By 1926 Frank Rutter was suggesting in his book Evolution in Modern Art that any frequenter of art exhibitions in London and Paris over the past thirty years,

must have observed that the greatest difference between the pictures of the past and of the present is that there is less and less of the ‘foggy’ Impressionist type of pictured, in which ‘atmosphere’ was the goal, and more and more of a clear, clean-hewn type of picture in which the accent is laid on design. This tendency, visible in pictures of all descriptions in Paris as in London, has become most pronounced in the modern water-colour. From it has arisen a new school of water-colour, which is perhaps the most rich in promise of any contemporary British movement.[10]

Rutter considered one of the most exciting manifestations of this new contemporary movement was the recent establishment of the Modern English Watercolour Society.
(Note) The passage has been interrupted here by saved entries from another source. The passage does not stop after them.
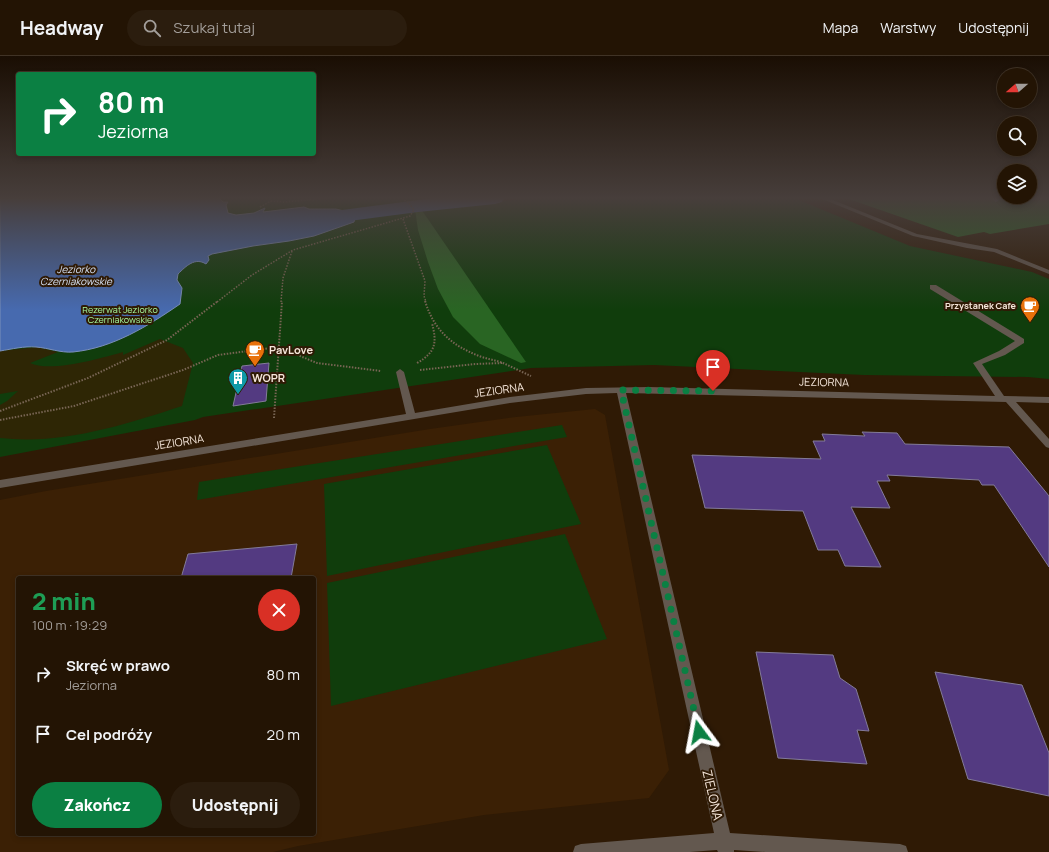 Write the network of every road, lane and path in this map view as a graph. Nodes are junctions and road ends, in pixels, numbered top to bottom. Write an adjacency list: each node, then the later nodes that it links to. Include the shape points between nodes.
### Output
1 (343, 235): 4 (path)
2 (409, 235): 7 (path, via 425,281 424,296)
3 (916, 235): 5 (street, via 995,250)
4 (293, 250): 8 (path, via 283,278); 15 (path, via 252,275 167,340 88,378)
5 (1049, 272)
6 (933, 287): 13 (street, via 1021,341 1002,353 977,363)
7 (432, 320): 9 (path, via 436,338 431,354); 12 (path, via 453,343 539,379)
8 (278, 347): 17 (path, via 218,355 182,370 74,406); 18 (path)
9 (414, 365)
10 (400, 372): 16 (street)
11 (621, 390): 12 (street, JEZIORNA); 13 (street, JEZIORNA); 21 (street, ZIELONA)
12 (554, 395): 16 (street, JEZIORNA)
13 (1004, 398): 14 (street, JEZIORNA); 19 (street)
14 (1049, 400)
15 (0, 411)
16 (412, 416): 18 (street, JEZIORNA)
17 (0, 420)
18 (273, 439): 20 (street, JEZIORNA)
19 (1049, 445)
20 (0, 484)
21 (725, 846): 22 (street); 23 (street)
22 (580, 852)
23 (900, 852)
The founders, who included Paul Nash and his brother John, Edward Wadsworth, Robert Bevan, Charles Ginner, Lucien Pissarro, Ethelbert White and Randolph Schwabe, all felt that their watercolours were not receiving a fair chance of being properly seen at mixed shows. As both the Royal Watercolour Society and the Royal Institute of Painters in Water Colours already offered exhibition opportunities exclusively devoted to the medium, these artists clearly wished to distinguish themselves from their fellow practitioners, perhaps most obviously in their use of the word ‘Modern’. ‘The quality of the work shown justifies the formation of the new society,’ The Burlington Magazine observed in a brief notice of Nash and his colleagues’ first exhibition in May 1923, ‘and it is a great comfort to be able to study a moderate number of good drawings by themselves.’[11]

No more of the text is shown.